Regarding safety and outcome, there were no statistically significant differences compared with the results of the SITS-MOST study. Of major importance, neither sICH rate nor mortality was increased demonstrating that the faster protocol and the related time gain were not achieved at the expense of higher complication rates. Favorable outcome was observed at a similar rate in both studies. However, a direct comparison of outcome and safety parameters between our study and SITS-MOST must be handled with caution because of different baseline characteristics in the two study populations. On the one hand, the observed median baseline NIHSS score in our population was significantly lower (median NIHSS score 9 vs. 12). Because stroke severity is among the strongest predictors for sICH, this might have lead to lower bleeding complication rates (17). On the other hand, in contrast to SITS-MOST, patients >80 years were included in our analysis and accounted for 25% of our patients. Subsequently, the overall age was significantly higher in our study population (median age 73·5 vs. 68 years). Because age is a comparably strong predictor for safety (17), this may have counterbalanced the effect of a lower stroke severity on bleeding complications. Our study was neither powered to show an improved outcome because of the 30 min earlier treatment compared with SITS-MOST nor to show an improved outcome for early treatment within our cohort. However, as shown in both pooled analyses of the large clinical trials and for pathophysiological considerations, this time gain is likely to translate into improved outcome in larger patient numbers (2).

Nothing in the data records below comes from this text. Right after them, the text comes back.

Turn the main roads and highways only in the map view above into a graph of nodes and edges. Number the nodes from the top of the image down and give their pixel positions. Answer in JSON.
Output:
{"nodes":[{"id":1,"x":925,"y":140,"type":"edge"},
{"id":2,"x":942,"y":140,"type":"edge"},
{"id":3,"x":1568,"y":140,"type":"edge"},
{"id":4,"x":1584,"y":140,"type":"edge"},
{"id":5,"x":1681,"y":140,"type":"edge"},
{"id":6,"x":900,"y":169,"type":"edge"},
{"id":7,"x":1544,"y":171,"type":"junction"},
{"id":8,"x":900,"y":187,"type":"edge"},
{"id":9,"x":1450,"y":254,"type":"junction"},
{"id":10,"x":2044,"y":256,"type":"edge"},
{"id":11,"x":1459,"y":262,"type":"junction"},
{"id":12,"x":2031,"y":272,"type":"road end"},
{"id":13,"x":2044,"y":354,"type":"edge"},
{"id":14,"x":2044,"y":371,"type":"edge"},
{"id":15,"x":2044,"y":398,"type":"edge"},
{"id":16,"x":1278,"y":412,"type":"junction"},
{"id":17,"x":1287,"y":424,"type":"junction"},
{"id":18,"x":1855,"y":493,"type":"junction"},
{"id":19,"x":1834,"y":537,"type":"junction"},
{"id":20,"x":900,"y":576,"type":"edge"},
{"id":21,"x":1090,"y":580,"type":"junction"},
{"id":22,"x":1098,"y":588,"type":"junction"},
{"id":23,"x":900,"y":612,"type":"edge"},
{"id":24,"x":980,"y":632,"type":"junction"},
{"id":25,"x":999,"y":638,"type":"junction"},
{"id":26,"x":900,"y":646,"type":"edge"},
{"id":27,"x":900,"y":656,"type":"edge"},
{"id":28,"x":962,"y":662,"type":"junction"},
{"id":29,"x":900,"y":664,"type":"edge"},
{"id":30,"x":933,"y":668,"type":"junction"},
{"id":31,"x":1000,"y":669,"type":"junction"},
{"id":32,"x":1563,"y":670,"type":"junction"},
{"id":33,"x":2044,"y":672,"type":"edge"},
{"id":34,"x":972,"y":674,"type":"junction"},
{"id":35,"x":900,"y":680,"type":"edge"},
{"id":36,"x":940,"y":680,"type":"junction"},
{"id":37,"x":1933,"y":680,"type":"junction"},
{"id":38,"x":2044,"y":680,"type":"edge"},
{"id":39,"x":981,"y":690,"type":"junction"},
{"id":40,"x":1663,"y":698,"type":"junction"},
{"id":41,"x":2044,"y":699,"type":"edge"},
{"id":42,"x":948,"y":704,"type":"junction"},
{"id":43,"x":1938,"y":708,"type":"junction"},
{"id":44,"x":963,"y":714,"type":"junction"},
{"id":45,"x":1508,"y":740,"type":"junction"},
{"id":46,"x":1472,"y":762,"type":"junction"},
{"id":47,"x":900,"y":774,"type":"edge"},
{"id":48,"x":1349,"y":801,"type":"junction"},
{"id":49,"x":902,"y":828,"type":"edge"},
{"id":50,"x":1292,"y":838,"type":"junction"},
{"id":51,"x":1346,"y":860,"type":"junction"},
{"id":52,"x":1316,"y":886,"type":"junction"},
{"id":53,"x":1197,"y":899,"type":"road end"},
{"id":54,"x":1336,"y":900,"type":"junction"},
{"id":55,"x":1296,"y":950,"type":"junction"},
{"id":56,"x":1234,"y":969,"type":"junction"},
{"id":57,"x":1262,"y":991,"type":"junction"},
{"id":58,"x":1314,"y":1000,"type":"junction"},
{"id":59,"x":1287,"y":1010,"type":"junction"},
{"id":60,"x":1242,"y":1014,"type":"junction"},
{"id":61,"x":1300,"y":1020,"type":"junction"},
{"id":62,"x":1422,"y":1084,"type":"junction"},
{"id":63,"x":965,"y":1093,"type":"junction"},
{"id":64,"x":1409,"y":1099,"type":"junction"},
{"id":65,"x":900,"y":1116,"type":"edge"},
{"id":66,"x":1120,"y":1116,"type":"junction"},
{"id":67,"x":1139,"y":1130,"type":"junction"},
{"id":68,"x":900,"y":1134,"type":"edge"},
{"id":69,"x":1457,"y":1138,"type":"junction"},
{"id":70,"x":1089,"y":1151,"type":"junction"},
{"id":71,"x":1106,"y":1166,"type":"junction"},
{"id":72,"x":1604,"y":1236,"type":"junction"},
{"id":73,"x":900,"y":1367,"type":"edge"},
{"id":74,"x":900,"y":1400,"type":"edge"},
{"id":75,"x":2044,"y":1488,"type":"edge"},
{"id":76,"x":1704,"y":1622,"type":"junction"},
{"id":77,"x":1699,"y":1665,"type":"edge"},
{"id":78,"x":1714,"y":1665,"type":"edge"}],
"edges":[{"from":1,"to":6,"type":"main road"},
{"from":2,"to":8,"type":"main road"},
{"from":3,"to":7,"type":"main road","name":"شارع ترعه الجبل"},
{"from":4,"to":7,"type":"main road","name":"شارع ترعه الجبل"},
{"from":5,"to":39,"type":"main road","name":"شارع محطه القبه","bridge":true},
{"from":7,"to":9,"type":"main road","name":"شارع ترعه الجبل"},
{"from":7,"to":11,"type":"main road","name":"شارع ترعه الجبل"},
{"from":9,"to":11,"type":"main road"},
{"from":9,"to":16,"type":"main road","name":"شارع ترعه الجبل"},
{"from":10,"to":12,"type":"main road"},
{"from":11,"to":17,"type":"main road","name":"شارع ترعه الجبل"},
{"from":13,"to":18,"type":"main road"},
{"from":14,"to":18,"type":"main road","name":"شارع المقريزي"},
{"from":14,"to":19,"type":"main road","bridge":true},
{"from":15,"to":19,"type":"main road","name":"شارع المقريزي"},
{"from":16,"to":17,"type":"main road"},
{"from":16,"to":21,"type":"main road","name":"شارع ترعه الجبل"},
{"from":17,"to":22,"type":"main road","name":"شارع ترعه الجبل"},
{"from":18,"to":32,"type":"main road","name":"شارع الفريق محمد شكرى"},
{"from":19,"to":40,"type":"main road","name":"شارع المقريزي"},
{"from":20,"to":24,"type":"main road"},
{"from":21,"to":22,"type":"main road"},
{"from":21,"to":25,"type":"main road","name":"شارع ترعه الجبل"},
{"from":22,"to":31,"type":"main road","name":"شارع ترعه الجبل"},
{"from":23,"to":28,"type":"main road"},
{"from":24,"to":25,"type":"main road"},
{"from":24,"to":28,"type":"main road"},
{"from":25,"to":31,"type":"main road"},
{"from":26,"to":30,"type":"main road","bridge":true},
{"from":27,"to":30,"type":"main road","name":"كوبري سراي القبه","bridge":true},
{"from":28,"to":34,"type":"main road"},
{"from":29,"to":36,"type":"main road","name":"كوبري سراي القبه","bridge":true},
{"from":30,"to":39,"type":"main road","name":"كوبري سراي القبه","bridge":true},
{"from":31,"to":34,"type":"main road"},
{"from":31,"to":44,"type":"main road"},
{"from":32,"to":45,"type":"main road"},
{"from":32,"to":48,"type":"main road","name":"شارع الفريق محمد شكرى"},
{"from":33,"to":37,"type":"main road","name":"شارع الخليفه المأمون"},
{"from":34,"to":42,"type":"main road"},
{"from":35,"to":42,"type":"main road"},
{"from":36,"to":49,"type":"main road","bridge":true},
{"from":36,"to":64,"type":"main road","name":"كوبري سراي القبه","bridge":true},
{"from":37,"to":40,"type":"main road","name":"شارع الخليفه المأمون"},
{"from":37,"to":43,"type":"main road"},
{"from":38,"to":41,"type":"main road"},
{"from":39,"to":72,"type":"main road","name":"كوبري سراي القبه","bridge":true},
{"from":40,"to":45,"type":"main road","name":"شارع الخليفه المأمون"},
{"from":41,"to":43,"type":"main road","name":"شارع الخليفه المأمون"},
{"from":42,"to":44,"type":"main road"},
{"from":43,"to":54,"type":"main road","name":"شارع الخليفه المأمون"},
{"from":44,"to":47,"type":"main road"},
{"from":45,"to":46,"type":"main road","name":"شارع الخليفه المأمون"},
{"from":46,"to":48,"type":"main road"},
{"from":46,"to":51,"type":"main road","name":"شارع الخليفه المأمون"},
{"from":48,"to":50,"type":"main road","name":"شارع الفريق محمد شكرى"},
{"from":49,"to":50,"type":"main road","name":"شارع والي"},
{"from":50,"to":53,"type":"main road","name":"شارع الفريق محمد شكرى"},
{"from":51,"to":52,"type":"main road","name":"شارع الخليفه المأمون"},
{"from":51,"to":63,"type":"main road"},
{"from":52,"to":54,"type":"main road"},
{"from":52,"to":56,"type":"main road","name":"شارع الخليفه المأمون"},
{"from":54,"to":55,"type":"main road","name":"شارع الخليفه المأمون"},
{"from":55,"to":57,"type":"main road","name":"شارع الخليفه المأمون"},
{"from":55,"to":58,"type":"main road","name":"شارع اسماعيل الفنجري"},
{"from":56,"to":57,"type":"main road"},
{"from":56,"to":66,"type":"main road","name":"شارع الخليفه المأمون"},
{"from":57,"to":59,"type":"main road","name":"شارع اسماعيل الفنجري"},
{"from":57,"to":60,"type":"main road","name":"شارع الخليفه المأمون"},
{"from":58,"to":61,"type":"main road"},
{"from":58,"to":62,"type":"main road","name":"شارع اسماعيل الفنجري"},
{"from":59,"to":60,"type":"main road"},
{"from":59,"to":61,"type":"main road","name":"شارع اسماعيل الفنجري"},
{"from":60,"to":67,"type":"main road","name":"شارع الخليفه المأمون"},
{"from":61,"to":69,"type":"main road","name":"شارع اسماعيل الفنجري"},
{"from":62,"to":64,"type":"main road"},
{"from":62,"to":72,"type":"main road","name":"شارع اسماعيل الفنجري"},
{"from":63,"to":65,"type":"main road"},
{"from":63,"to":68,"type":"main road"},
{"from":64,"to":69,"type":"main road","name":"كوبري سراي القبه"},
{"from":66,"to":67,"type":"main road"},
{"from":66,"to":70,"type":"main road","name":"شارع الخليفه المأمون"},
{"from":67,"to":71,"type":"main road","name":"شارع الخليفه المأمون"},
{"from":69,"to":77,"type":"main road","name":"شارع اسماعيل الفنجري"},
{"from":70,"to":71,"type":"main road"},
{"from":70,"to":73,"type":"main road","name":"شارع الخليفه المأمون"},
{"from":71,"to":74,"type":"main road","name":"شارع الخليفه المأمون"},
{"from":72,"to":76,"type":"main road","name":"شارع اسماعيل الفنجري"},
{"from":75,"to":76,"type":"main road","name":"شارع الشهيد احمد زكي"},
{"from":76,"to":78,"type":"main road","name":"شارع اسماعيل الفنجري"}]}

The main limitation of our study is that our stroke service was newly established in 2006. Thus, no direct internal comparison with previous organizational approaches was possible. In addition, because a completely new protocol was implemented and changes were not made stepwise to an existing protocol, not a single part of the workflow can be identified that helps to expedite the overall procedure. This allows comparison of the final DTN time only with previously reported times in the literature. However, this does not affect the main conclusion of the manuscript that strict organizational structuring helps standardizing DTN, irrespective of the OTD and time of treatment.
Conclusions
Demonstrated in more than 10 000 patients from different cohorts the ‘three-hour effect’ is one of the best-documented procedural flaws in thrombolytic treatment. Especially with the expected expansion of the label of tPA to 4·5 h, it is important to treat patients as early as possible by avoiding in-hospital delays by all means. Thus DTN times and symptomatic hemorrhage rates should be closely monitored, organizational flaws need to be eliminated and treating physicians should never stop aiming for the earliest achievable treatment time.